[Records excerpted from a collection]
((
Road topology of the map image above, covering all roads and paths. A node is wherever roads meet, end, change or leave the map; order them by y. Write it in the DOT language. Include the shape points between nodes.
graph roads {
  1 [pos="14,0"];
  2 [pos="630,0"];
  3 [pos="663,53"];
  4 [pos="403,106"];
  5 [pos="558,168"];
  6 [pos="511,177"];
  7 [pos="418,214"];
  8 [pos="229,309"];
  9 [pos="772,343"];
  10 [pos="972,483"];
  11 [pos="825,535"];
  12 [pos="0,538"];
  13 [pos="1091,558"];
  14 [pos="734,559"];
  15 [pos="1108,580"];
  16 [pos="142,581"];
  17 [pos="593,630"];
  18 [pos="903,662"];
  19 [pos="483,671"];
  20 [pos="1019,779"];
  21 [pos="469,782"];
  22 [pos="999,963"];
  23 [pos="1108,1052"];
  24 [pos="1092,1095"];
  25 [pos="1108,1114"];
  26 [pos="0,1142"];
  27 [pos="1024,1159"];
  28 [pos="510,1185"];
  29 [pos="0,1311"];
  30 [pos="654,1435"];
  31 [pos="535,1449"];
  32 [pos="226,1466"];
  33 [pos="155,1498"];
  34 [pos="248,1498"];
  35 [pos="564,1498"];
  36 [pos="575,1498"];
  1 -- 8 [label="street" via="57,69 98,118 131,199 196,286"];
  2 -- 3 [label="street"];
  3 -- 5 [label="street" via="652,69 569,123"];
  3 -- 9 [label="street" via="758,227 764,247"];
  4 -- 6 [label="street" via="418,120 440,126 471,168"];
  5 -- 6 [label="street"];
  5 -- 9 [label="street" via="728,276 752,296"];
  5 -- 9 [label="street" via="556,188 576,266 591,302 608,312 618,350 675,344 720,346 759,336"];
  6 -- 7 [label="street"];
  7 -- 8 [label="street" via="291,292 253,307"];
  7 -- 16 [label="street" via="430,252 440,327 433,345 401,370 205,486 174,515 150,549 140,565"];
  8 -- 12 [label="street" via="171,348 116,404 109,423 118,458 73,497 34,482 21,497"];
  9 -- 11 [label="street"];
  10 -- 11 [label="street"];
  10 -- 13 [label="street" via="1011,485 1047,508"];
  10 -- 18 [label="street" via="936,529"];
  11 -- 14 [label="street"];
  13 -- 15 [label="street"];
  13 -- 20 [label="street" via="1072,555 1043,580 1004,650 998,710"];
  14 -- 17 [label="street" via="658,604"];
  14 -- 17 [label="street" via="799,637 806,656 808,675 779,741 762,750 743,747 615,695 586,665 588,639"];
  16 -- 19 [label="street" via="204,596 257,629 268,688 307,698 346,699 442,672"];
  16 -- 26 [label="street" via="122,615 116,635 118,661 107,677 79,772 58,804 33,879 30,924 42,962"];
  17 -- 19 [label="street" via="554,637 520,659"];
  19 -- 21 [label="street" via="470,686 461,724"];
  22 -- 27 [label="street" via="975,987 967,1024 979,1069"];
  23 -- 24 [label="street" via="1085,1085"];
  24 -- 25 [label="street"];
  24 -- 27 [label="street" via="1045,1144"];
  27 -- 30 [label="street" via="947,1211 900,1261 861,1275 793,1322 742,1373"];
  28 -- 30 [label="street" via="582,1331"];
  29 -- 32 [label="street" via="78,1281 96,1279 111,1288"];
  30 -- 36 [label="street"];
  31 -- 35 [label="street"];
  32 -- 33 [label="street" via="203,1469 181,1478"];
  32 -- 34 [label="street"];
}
))
Scan the entries above and work out how many lines include the word "roads"; the reply is that number alone.

2